/продолжение/
Восьмой день. Суббота
Самое яркое из серых впечатлений дня — погода. Вчерашние полтора градуса в плюсе. Снег нового года исчез напрочь. Остался прошлогодний - грязными гребнями по обочинам дорог и дорожек, островками серой коросты на жухлой траве газонов.
Нет. Еще одно. Из серых. В траурной кайме. На почти совсем сухие колени мои присели две дамы. От одной — запах спелой зрелости, от другой — стойкий вымытых дурным средством подержанных вещей.
—Сегодня у нас роется в барахле старичочек. Спрашиваю: «Вам помочь?» — А он: «Да. Спасибо. Моя старушка померла. Вот одеть надо. Пожалуйста, подберите что-нибудь темное». Я ему: «Почему именно темное?

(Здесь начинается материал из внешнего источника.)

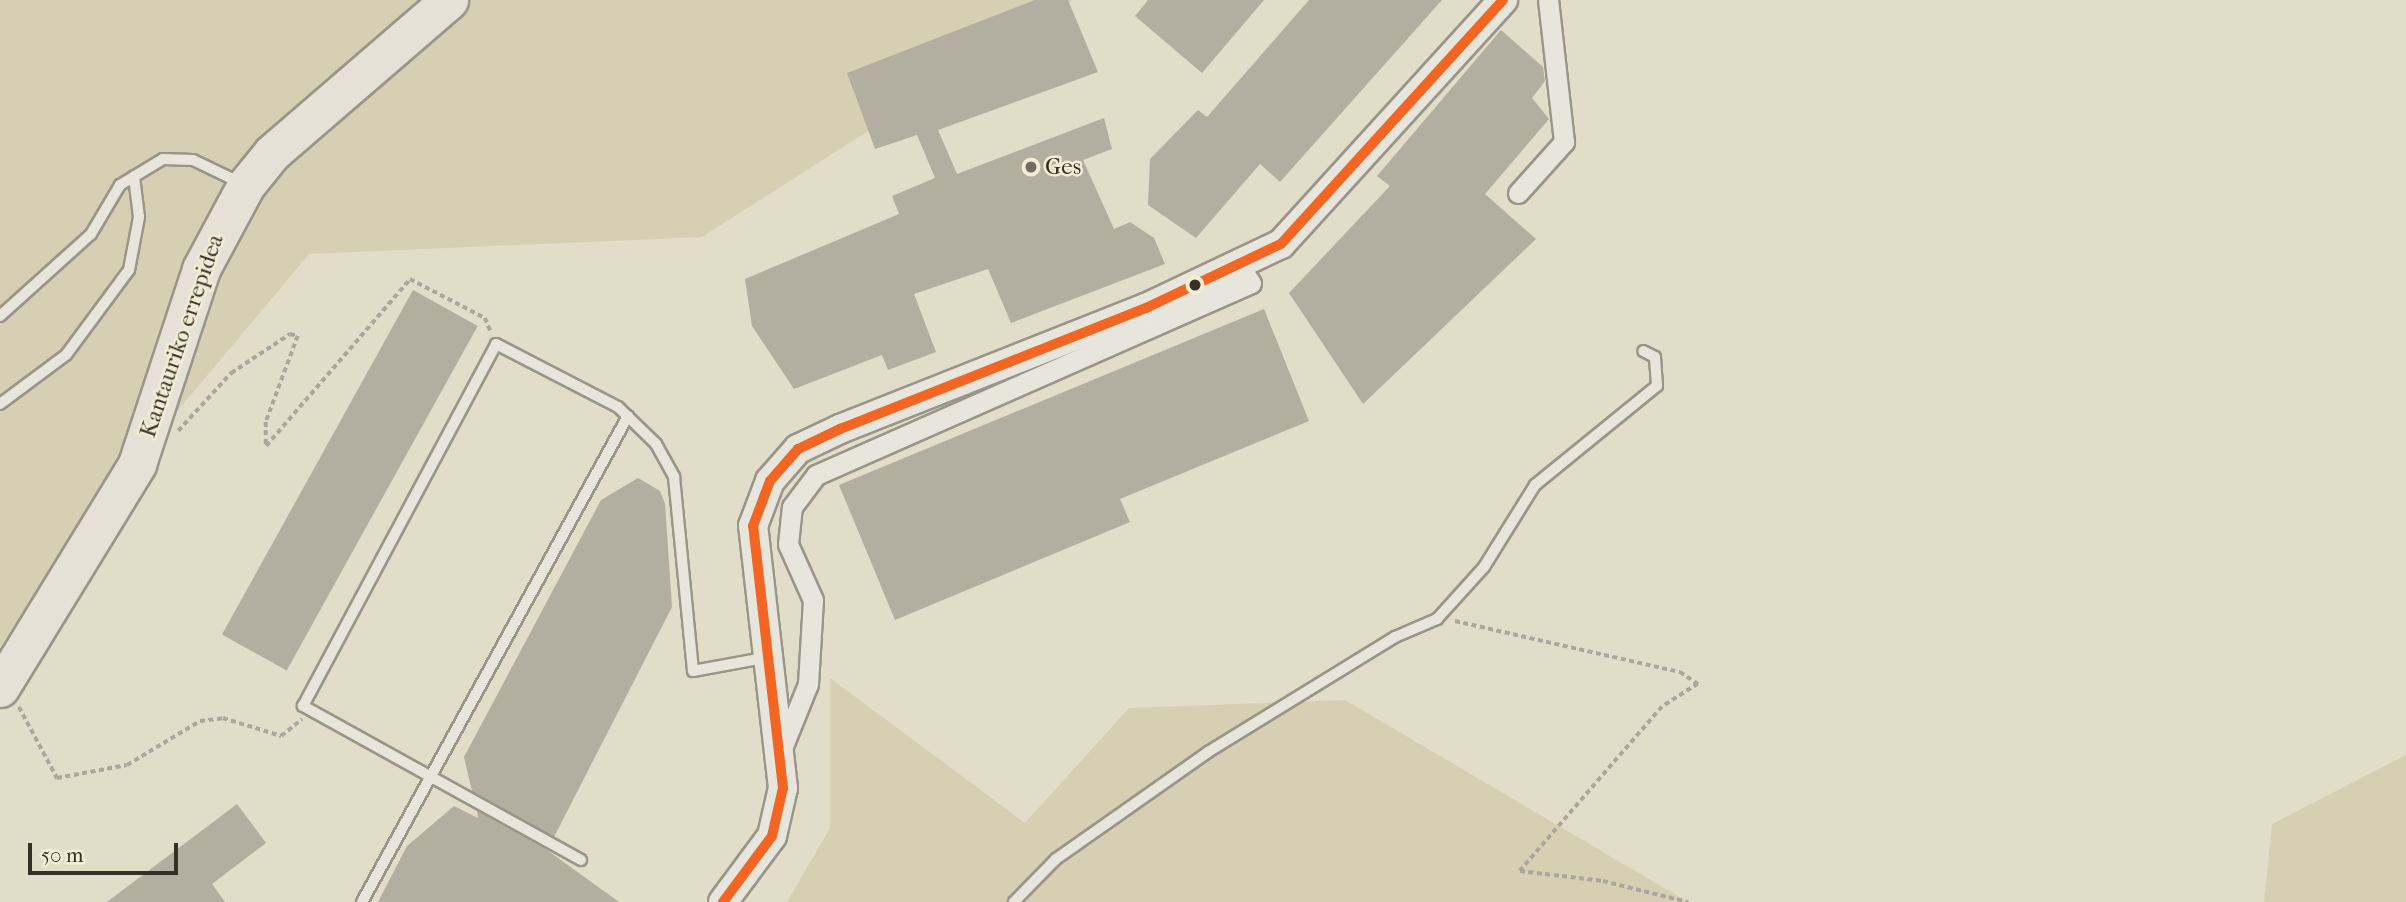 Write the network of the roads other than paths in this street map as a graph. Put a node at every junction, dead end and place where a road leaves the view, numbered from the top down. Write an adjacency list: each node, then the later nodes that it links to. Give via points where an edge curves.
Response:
1 (449, 0): 5 (highway, Kantauriko errepidea, via 272,153)
2 (1503, 0): 7 (street, via 1281,244)
3 (1548, 0): 6 (street, via 1564,142)
4 (134, 176): 5 (lane, via 163,159 193,160); 8 (lane, via 120,185 91,234); 10 (lane, via 139,217 129,270 66,355)
5 (246, 185): 13 (highway, Kantauriko errepidea, via 201,269 137,464)
6 (1518, 193)
7 (1241, 268): 12 (street, via 798,449 770,481 753,526); 14 (street, via 1251,283 816,475 792,507 788,544 813,600 808,684)
8 (0, 316)
9 (1643, 351): 19 (lane, via 1655,357 1657,386 1535,485 1484,567 1437,619 1395,637 1208,752 1056,859)
10 (0, 404)
11 (628, 416): 12 (lane, via 656,444 674,477 694,671); 15 (lane); 15 (lane, via 496,344 303,706)
12 (770, 657): 14 (street)
13 (2, 685)
14 (782, 751): 18 (street, via 783,788 772,836)
15 (426, 778): 16 (lane); 17 (lane)
16 (582, 859)
17 (362, 902)
18 (723, 902)
19 (1014, 902)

Всю жизнь ходила в темном, так пусть хоть теперь…» Старичочек перебил меня: «А вы откуда знаете про… жизнь?.. про темное?»
—И что же ты ему подобрала?
—А он сам выбрал - свадебное, белое. Оно легкое и почти ничего не стоит. Мы же по весу…
Девятый день. Воскресенье
Погода не поменялась ни на йоту ни в какую сторону. Серо. Сыро. От земли слабая противненькая тоска.
К вечеру, когда зажглись фонари, ритмы прохожих стали более спокойными. На скамейки присаживались, однако не часто. Вспомнились незнакомые парень и девушка. Ждала, что сегодня они появятся на сквере. Нет, не дождалась.
Остановились, закурили, а затем и сели ко мне Антон Павлович Бупан и Константин Хазаров, тот, что с княжескими претензиями. Молчали. Пахли местным пивом и сигаретами среднего достоинства. Молчали легко, без напряжения.
—Да, Палыч, вчера был на первом уроке в местном ульпане.
—Что еще за тюльпан?
—Ульпан — студия, школа, курсы. Иврит изучают те, кто все еще собирается в Израиль. Так вот, пришли человек… больше тридцати. Всякие — молодые, старые… Самый старый, наверно, я. И самый русский. Учитель — Миша Блейзеров. Знаешь?
—Еще бы. Но при чем тут...?
—А он, оказывается, давно еще и учительствует. Так вот. Полтора часа о пяти буквах толковал: алеф, бет, гимель, далет, хэй… Видишь, запомнил! Методически очень бедно, то есть никакой методики. Но, может, это так, только на первом уроке. Хотя… Я настоящего учителя нутром чую… Тем не менее Миша пригрозил, что к июлю все мы будем владеть тысячей слов, понимать, читать, писать…
—Да-а, Михалыч, я все больше понимаю, что ты всерьез собираешься… И никакие сомнения не гложут?
—Гложут, Палыч, гложут. Но ты же знаешь, Ксенька там уже прикипает, Норе до пенсии еще двадцать лет, здесь ее педагогические порывы и достижения — ни в грош. А я им там хочу быть нужным. Борщи буду варить. Они любят. С фасолью…
—Да-а-а, Михалыч. А я вот ни с одной стороны не еврей. И все мои... Будем в гости к вам. Что, пошли?
И они пошли в сторону Главного Туалета. Остались следы их задов — подвысохшие участки на моих ребрах — и какое-то время хранили тепло.